--- Material for this exercise ---

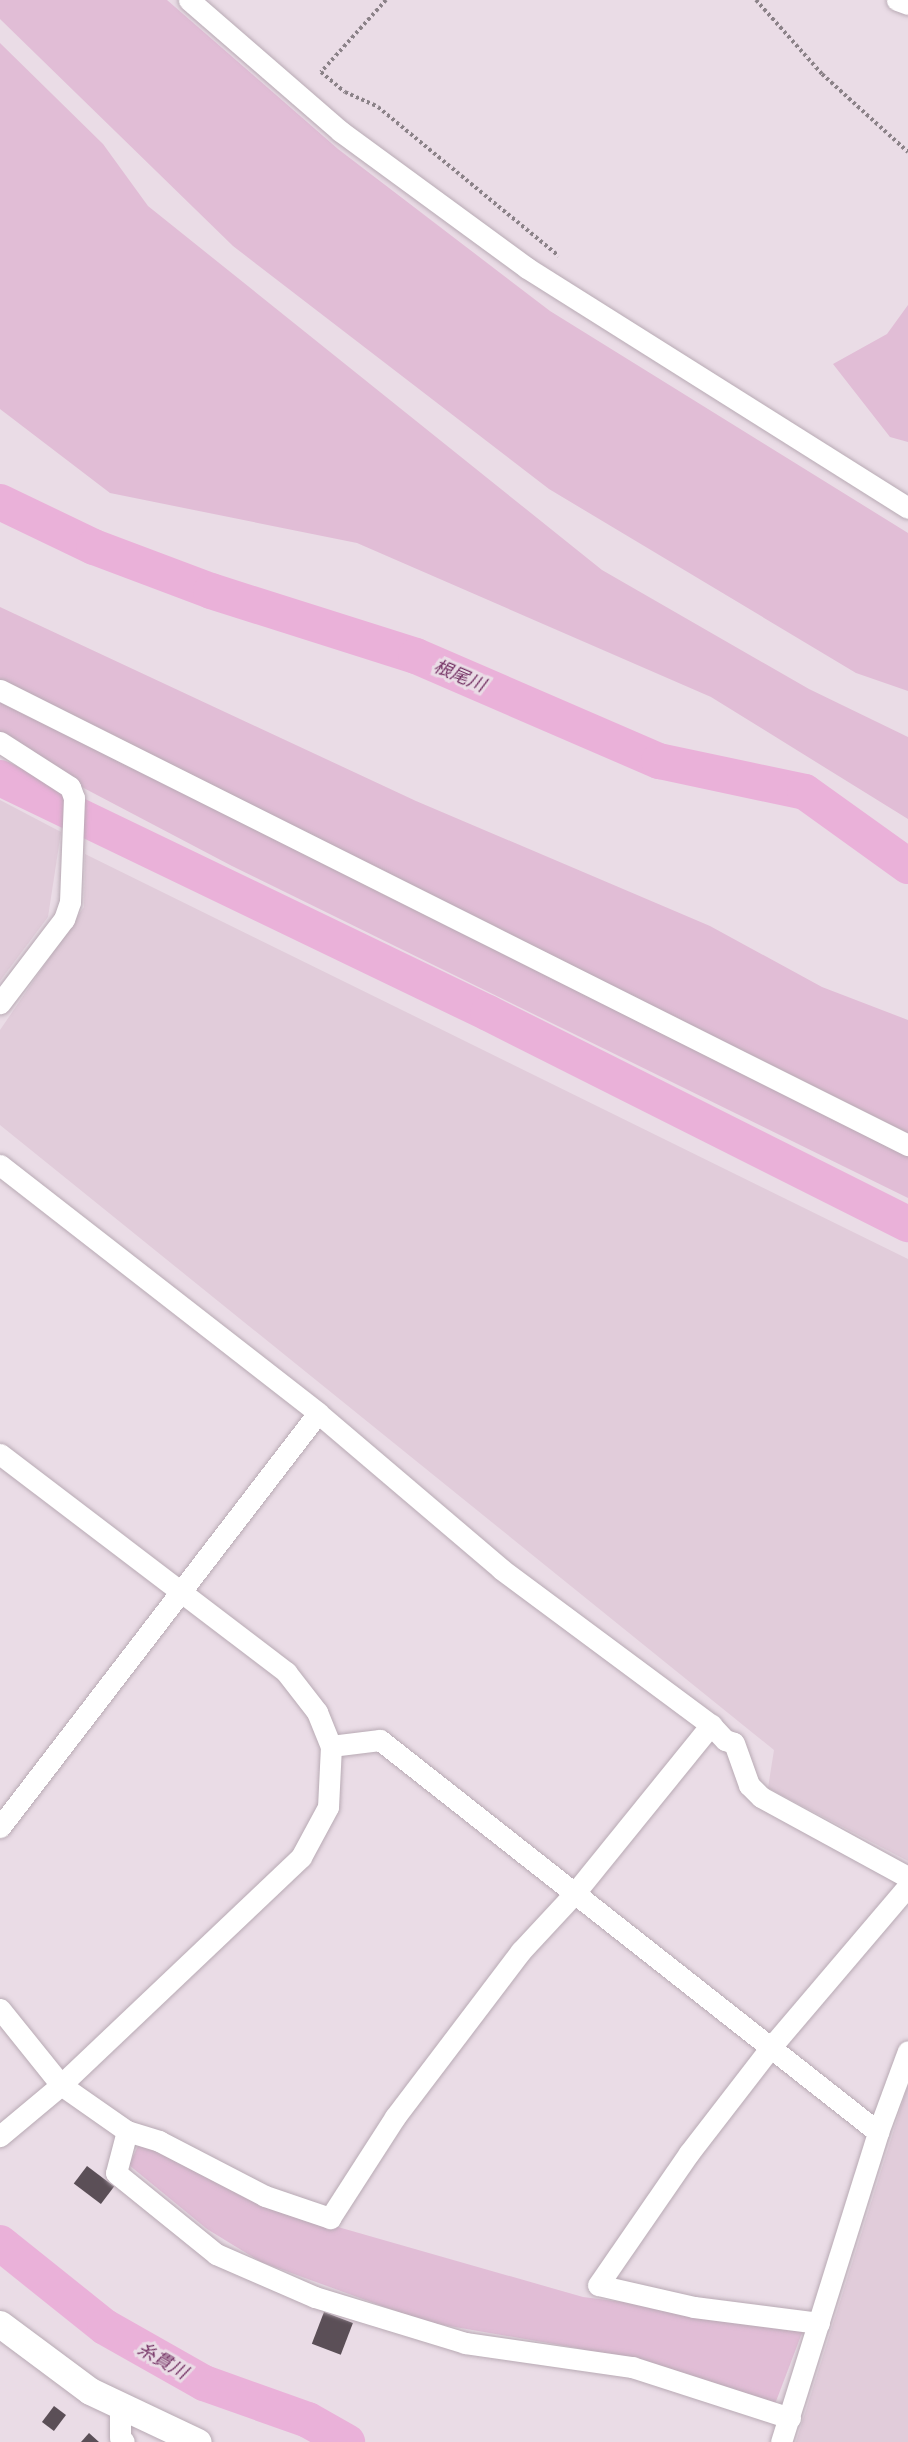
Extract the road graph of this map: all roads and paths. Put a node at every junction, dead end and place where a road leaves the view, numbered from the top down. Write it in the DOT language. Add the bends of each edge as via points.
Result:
graph roads {
  1 [pos="189,0"];
  2 [pos="386,0"];
  3 [pos="756,0"];
  4 [pos="897,0"];
  5 [pos="908,4"];
  6 [pos="908,152"];
  7 [pos="558,256"];
  8 [pos="908,508"];
  9 [pos="0,690"];
  10 [pos="0,742"];
  11 [pos="0,1004"];
  12 [pos="908,1145"];
  13 [pos="0,1165"];
  14 [pos="318,1413"];
  15 [pos="0,1454"];
  16 [pos="182,1591"];
  17 [pos="711,1725"];
  18 [pos="331,1746"];
  19 [pos="0,1827"];
  20 [pos="908,1876"];
  21 [pos="908,1886"];
  22 [pos="574,1893"];
  23 [pos="0,2009"];
  24 [pos="771,2047"];
  25 [pos="908,2051"];
  26 [pos="61,2085"];
  27 [pos="127,2131"];
  28 [pos="878,2132"];
  29 [pos="0,2136"];
  30 [pos="819,2323"];
  31 [pos="0,2324"];
  32 [pos="120,2407"];
  33 [pos="790,2418"];
  34 [pos="124,2442"];
  35 [pos="198,2442"];
  36 [pos="781,2442"];
  1 -- 8 [label="street" via="340,131 527,268"];
  2 -- 7 [label="path" via="321,72 345,92 378,107"];
  3 -- 6 [label="path" via="822,74"];
  4 -- 5 [label="street"];
  9 -- 12 [label="street"];
  10 -- 11 [label="street" via="70,787 74,798 70,902 64,919"];
  13 -- 14 [label="street"];
  14 -- 16 [label="street"];
  14 -- 17 [label="street" via="501,1569"];
  15 -- 16 [label="street"];
  16 -- 18 [label="street" via="286,1672 317,1712"];
  16 -- 19 [label="street"];
  17 -- 20 [label="street" via="725,1740 734,1743 749,1785 761,1797"];
  17 -- 22 [label="street"];
  18 -- 22 [label="street" via="380,1740"];
  18 -- 26 [label="street" via="328,1807 301,1857"];
  21 -- 24 [label="street"];
  22 -- 24 [label="street"];
  22 -- 27 [label="street" via="521,1951 395,2117 330,2218 265,2196 159,2141"];
  23 -- 26 [label="street"];
  24 -- 28 [label="street"];
  24 -- 30 [label="street" via="689,2153 598,2285 694,2307"];
  25 -- 28 [label="street"];
  26 -- 27 [label="street"];
  26 -- 29 [label="street"];
  27 -- 33 [label="street" via="116,2173 216,2254 294,2289 465,2343 632,2367"];
  28 -- 30 [label="street"];
  30 -- 33 [label="street" via="809,2343"];
  31 -- 32 [label="main road" via="90,2391"];
  32 -- 34 [label="street" via="120,2437"];
  32 -- 35 [label="main road"];
  33 -- 36 [label="street"];
}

---

Pull every line containing the string "main" out of the data above and copy it.

  31 -- 32 [label="main road" via="90,2391"];
  32 -- 35 [label="main road"];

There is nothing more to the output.